In what’s being widely hailed as a gigantic victory for civil rights law, the Supreme Court ruled yesterday to uphold the use of disparate impact claims under the Fair Housing Act. The much-debated theory of disparate impact centers around how certain practices, in this case related to housing, could be deemed discriminatory — based not on intent, but on the resulting poor impact on a minority group.

“To be candid, many people in the civil rights advocacy community were very pessimistic about the outcome of this case, I among them,” Ted Shaw, director of the Center for Civil Rights at the UNC School of Law at Chapel Hill and former director-counselor of the NAACP Legal Defense and Educational Fund, said yesterday. “I did not think there was much of a chance of prevailing in this case, given the direction of this court in civil rights cases.
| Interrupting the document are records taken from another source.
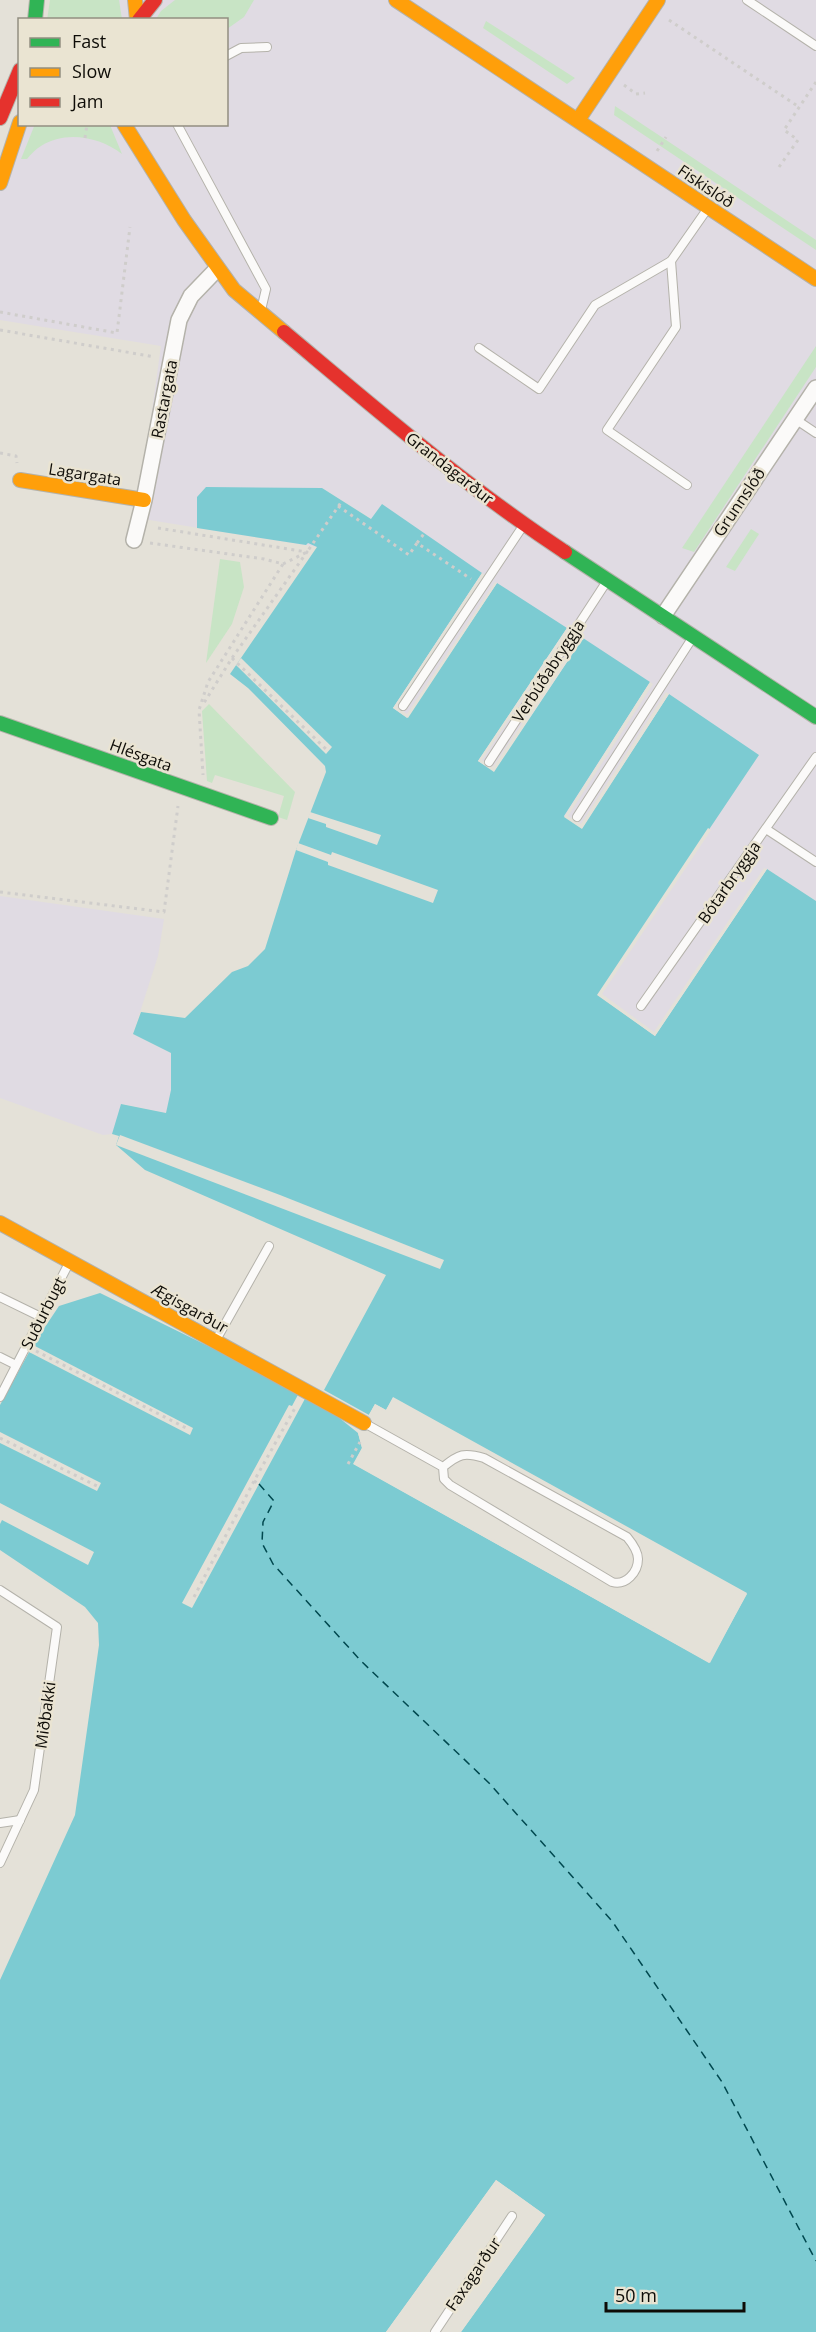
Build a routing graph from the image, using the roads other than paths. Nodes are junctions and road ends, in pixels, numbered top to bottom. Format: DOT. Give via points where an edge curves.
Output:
graph roads {
  1 [pos="25,0"];
  2 [pos="135,0"];
  3 [pos="155,0"];
  4 [pos="396,0"];
  5 [pos="658,0"];
  6 [pos="747,0"];
  7 [pos="35,11"];
  8 [pos="138,18"];
  9 [pos="140,18"];
  10 [pos="816,46"];
  11 [pos="267,47"];
  12 [pos="228,55"];
  13 [pos="18,75"];
  14 [pos="0,118"];
  15 [pos="578,120"];
  16 [pos="19,126"];
  17 [pos="125,126"];
  18 [pos="136,126"];
  19 [pos="178,126"];
  20 [pos="144,155"];
  21 [pos="0,183"];
  22 [pos="709,207"];
  23 [pos="671,261"];
  24 [pos="217,269"];
  25 [pos="816,279"];
  26 [pos="260,312"];
  27 [pos="479,348"];
  28 [pos="816,388"];
  29 [pos="795,419"];
  30 [pos="816,433"];
  31 [pos="20,480"];
  32 [pos="687,485"];
  33 [pos="144,500"];
  34 [pos="524,525"];
  35 [pos="134,540"];
  36 [pos="608,580"];
  37 [pos="663,616"];
  38 [pos="694,636"];
  39 [pos="403,706"];
  40 [pos="816,717"];
  41 [pos="0,723"];
  42 [pos="816,757"];
  43 [pos="489,762"];
  44 [pos="577,817"];
  45 [pos="271,819"];
  46 [pos="766,829"];
  47 [pos="816,862"];
  48 [pos="641,1006"];
  49 [pos="0,1223"];
  50 [pos="269,1246"];
  51 [pos="70,1261"];
  52 [pos="0,1297"];
  53 [pos="41,1317"];
  54 [pos="215,1341"];
  55 [pos="0,1357"];
  56 [pos="16,1365"];
  57 [pos="0,1397"];
  58 [pos="364,1423"];
  59 [pos="443,1467"];
  60 [pos="0,1590"];
  61 [pos="20,1820"];
  62 [pos="0,1823"];
  63 [pos="0,1863"];
  64 [pos="512,2217"];
  65 [pos="435,2332"];
  1 -- 7 [label="street"];
  2 -- 8 [label="street"];
  3 -- 9 [label="street"];
  4 -- 15 [label="street, Fiskislóð"];
  5 -- 15 [label="street"];
  6 -- 10 [label="lane"];
  11 -- 12 [label="lane" via="241,48"];
  13 -- 14 [label="street"];
  15 -- 22 [label="street, Fiskislóð"];
  16 -- 21 [label="street"];
  17 -- 20 [label="street, Grandagarður"];
  18 -- 20 [label="street, Grandagarður"];
  19 -- 26 [label="lane" via="266,289"];
  20 -- 24 [label="street, Grandagarður"];
  22 -- 23 [label="lane"];
  22 -- 25 [label="street, Fiskislóð"];
  23 -- 27 [label="lane" via="596,305 539,389"];
  23 -- 32 [label="lane" via="676,327 607,430"];
  24 -- 26 [label="street, Grandagarður"];
  24 -- 33 [label="street, Rastargata" via="185,306 179,320"];
  26 -- 34 [label="street, Grandagarður" via="436,460"];
  28 -- 29 [label="street, Grunnslóð"];
  29 -- 30 [label="lane"];
  29 -- 37 [label="street, Grunnslóð"];
  31 -- 33 [label="street, Lagargata"];
  33 -- 35 [label="street, Rastargata"];
  34 -- 36 [label="street, Grandagarður"];
  34 -- 39 [label="lane"];
  36 -- 37 [label="street, Grandagarður"];
  36 -- 43 [label="lane, Verbúðabryggja"];
  37 -- 38 [label="street, Grandagarður"];
  38 -- 40 [label="street, Grandagarður"];
  38 -- 44 [label="lane"];
  41 -- 45 [label="street, Hlésgata"];
  42 -- 46 [label="lane, Bótarbryggja"];
  46 -- 47 [label="lane"];
  46 -- 48 [label="lane, Bótarbryggja"];
  49 -- 51 [label="street, Ægisgarður"];
  50 -- 54 [label="lane"];
  51 -- 53 [label="lane, Suðurbugt"];
  51 -- 54 [label="street, Ægisgarður"];
  52 -- 53 [label="lane"];
  53 -- 56 [label="lane, Suðurbugt"];
  54 -- 58 [label="street, Ægisgarður"];
  55 -- 56 [label="lane"];
  56 -- 57 [label="lane, Suðurbugt"];
  58 -- 59 [label="lane"];
  59 -- 59 [label="lane" via="444,1479 450,1485 612,1582 618,1584 631,1577 638,1560 627,1537 484,1458 465,1454"];
  60 -- 61 [label="lane, Miðbakki" via="57,1628 34,1790"];
  61 -- 62 [label="lane"];
  61 -- 63 [label="lane, Miðbakki"];
  64 -- 65 [label="lane, Faxagarður"];
}
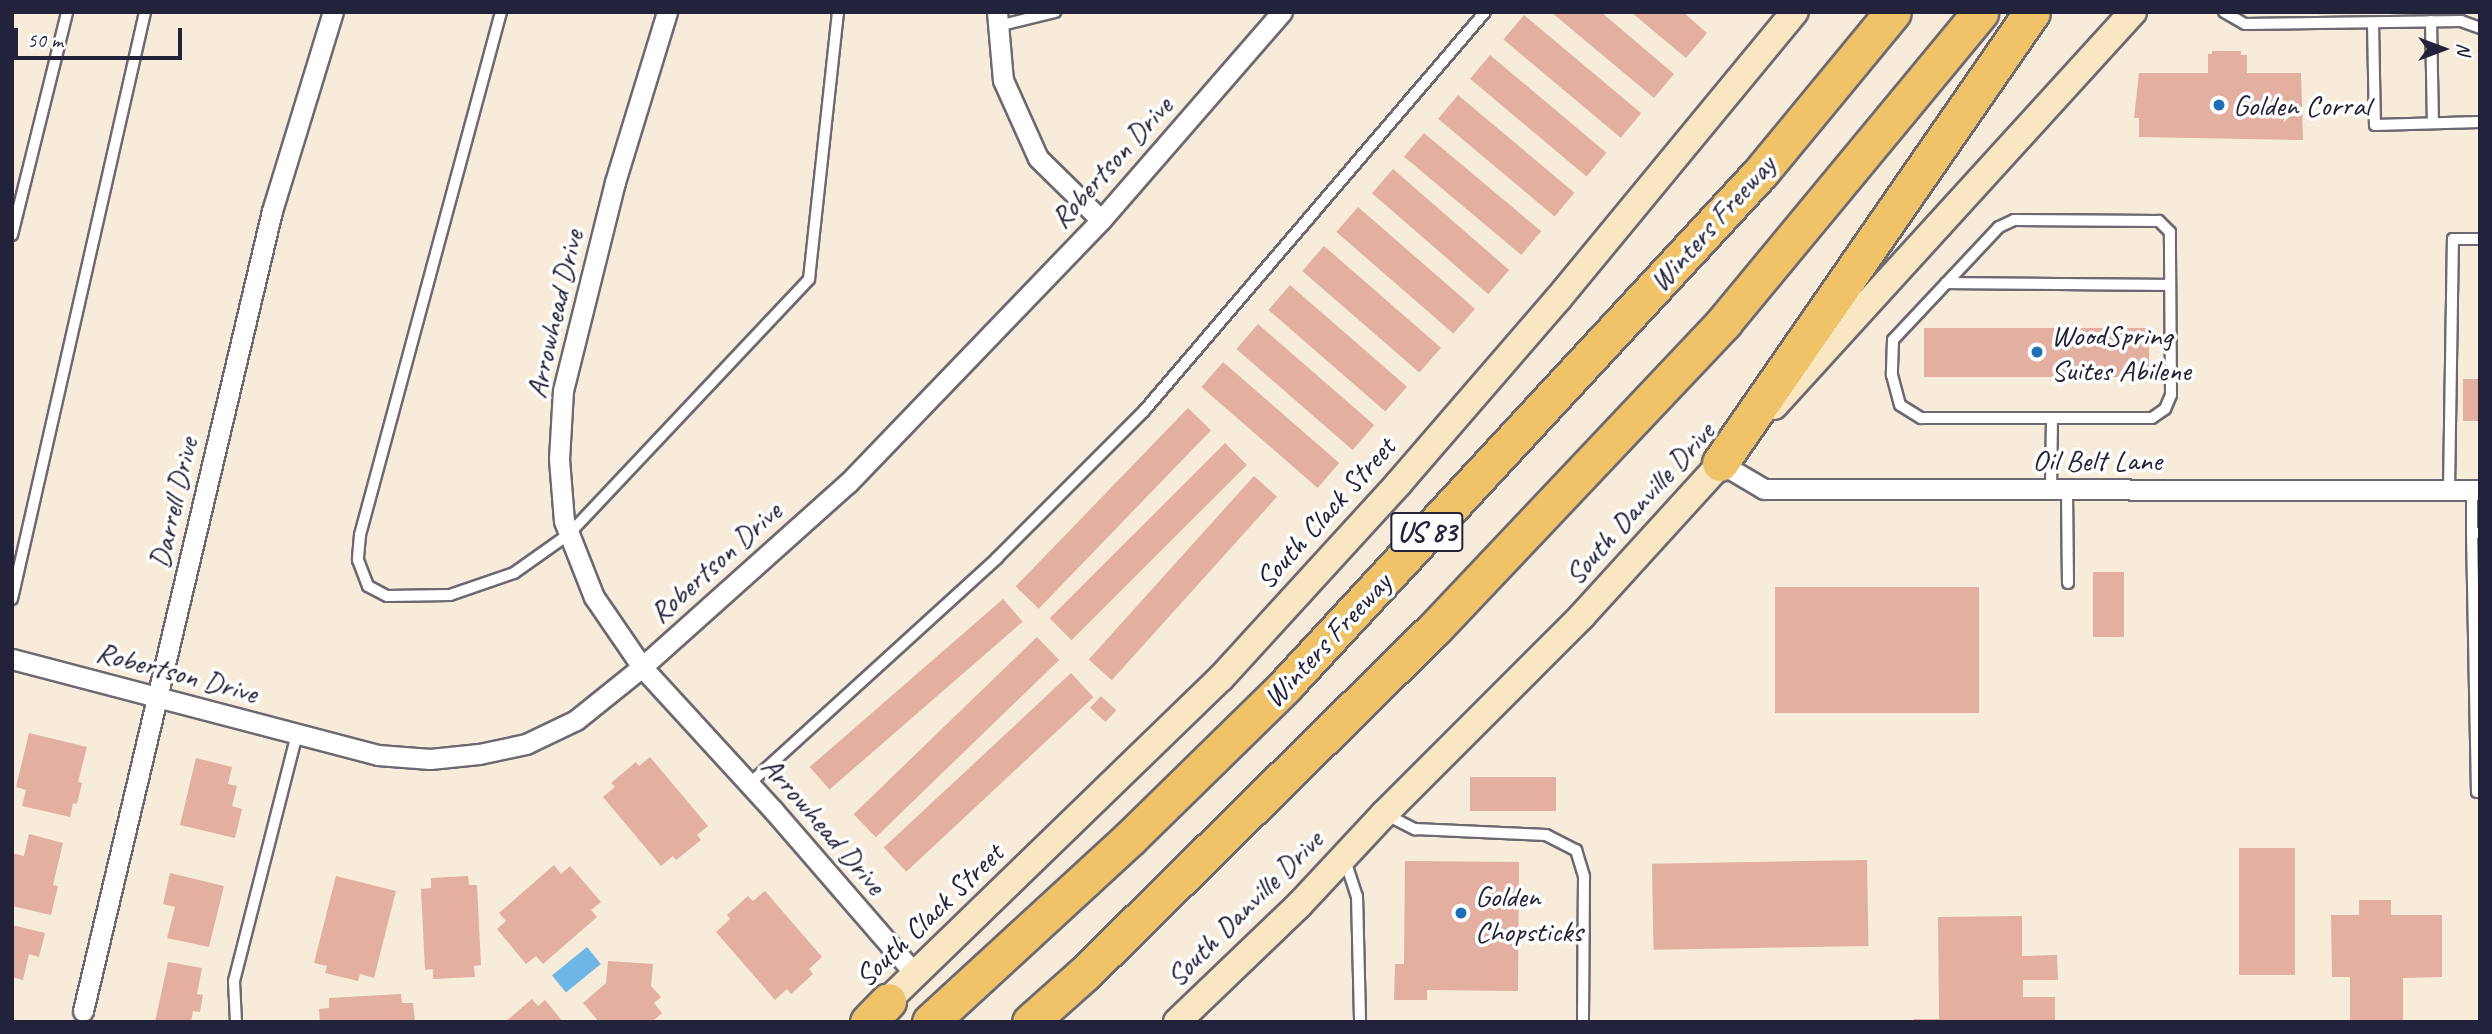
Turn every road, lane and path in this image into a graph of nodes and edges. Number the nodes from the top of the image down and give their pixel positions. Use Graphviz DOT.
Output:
graph roads {
  1 [pos="67,12"];
  2 [pos="145,12"];
  3 [pos="333,12"];
  4 [pos="501,12"];
  5 [pos="667,12"];
  6 [pos="838,12"];
  7 [pos="1055,12"];
  8 [pos="1282,12"];
  9 [pos="1485,12"];
  10 [pos="1795,12"];
  11 [pos="1893,12"];
  12 [pos="1980,12"];
  13 [pos="2032,12"];
  14 [pos="2133,12"];
  15 [pos="2224,12"];
  16 [pos="997,19"];
  17 [pos="2431,21"];
  18 [pos="2373,23"];
  19 [pos="2480,28"];
  20 [pos="2480,122"];
  21 [pos="2433,123"];
  22 [pos="1101,220"];
  23 [pos="12,235"];
  24 [pos="2480,239"];
  25 [pos="1947,283"];
  26 [pos="2170,285"];
  27 [pos="2052,418"];
  28 [pos="1720,463"];
  29 [pos="2059,490"];
  30 [pos="2449,490"];
  31 [pos="2476,490"];
  32 [pos="2476,533"];
  33 [pos="569,534"];
  34 [pos="2068,583"];
  35 [pos="12,599"];
  36 [pos="12,659"];
  37 [pos="642,667"];
  38 [pos="157,698"];
  39 [pos="297,734"];
  40 [pos="749,785"];
  41 [pos="2480,792"];
  42 [pos="1384,814"];
  43 [pos="1343,856"];
  44 [pos="915,974"];
  45 [pos="83,1011"];
  46 [pos="873,1015"];
  47 [pos="236,1022"];
  48 [pos="930,1022"];
  49 [pos="1030,1022"];
  50 [pos="1177,1022"];
  51 [pos="1360,1022"];
  52 [pos="1583,1022"];
  1 -- 23 [label="lane"];
  2 -- 35 [label="lane"];
  3 -- 38 [label="street, Darrell Drive"];
  4 -- 33 [label="lane"];
  5 -- 33 [label="street, Arrowhead Drive"];
  6 -- 33 [label="lane"];
  7 -- 16 [label="lane"];
  8 -- 22 [label="street, Robertson Drive"];
  9 -- 40 [label="lane"];
  10 -- 44 [label="main road, South Clack Street"];
  11 -- 48 [label="highway, Winters Freeway / US 83"];
  12 -- 49 [label="highway, US 83"];
  13 -- 28 [label="highway"];
  14 -- 28 [label="main road, South Danville Drive"];
  15 -- 18 [label="lane"];
  16 -- 22 [label="street"];
  17 -- 18 [label="lane"];
  17 -- 19 [label="lane"];
  17 -- 21 [label="lane"];
  18 -- 21 [label="lane"];
  20 -- 21 [label="lane"];
  22 -- 37 [label="street, Robertson Drive"];
  24 -- 30 [label="lane"];
  25 -- 26 [label="lane"];
  25 -- 26 [label="lane"];
  25 -- 27 [label="lane"];
  26 -- 27 [label="lane"];
  27 -- 29 [label="lane"];
  28 -- 29 [label="street, Oil Belt Lane"];
  28 -- 42 [label="main road, South Danville Drive"];
  29 -- 30 [label="street, Oil Belt Lane"];
  29 -- 34 [label="lane"];
  30 -- 31 [label="street, Oil Belt Lane"];
  31 -- 32 [label="lane"];
  32 -- 41 [label="lane"];
  33 -- 37 [label="street, Arrowhead Drive"];
  36 -- 38 [label="street, Robertson Drive"];
  37 -- 39 [label="street, Robertson Drive"];
  37 -- 40 [label="street, Arrowhead Drive"];
  38 -- 39 [label="street, Robertson Drive"];
  38 -- 45 [label="street, Darrell Drive"];
  39 -- 47 [label="lane"];
  40 -- 44 [label="street, Arrowhead Drive"];
  42 -- 43 [label="main road, South Danville Drive"];
  42 -- 52 [label="lane"];
  43 -- 50 [label="main road, South Danville Drive"];
  43 -- 51 [label="lane"];
  44 -- 46 [label="main road, South Clack Street"];
}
So this is a good day. … I can’t tell you how gratified I am.”

Days before the decision, Frank Alexander, co-founder of the Center for Community Progress and a professor at Emory Law, said that the loss of disparate impact would have gutted the Fair Housing Act.

“If the Supreme Court elects to reject the possibility of discriminatory impact, it’s going to basically be undoing the last 45 years of Fair Housing Act enforcement,” explained Alexander. “That result would make it incredibly difficult for the Fair Housing Act to be enforced except when the defendant actually says, ‘I refuse to rent to you because of your race … .’” This too would’ve applied to discrimination disputes in real estate transactions. Alexander said that the loss of disparate impact could have welcomed a variety of dangerous practices, among them shadow redlining on the part of mortgage lenders and a clustering of special needs housing through inadvisable tax credit allocations.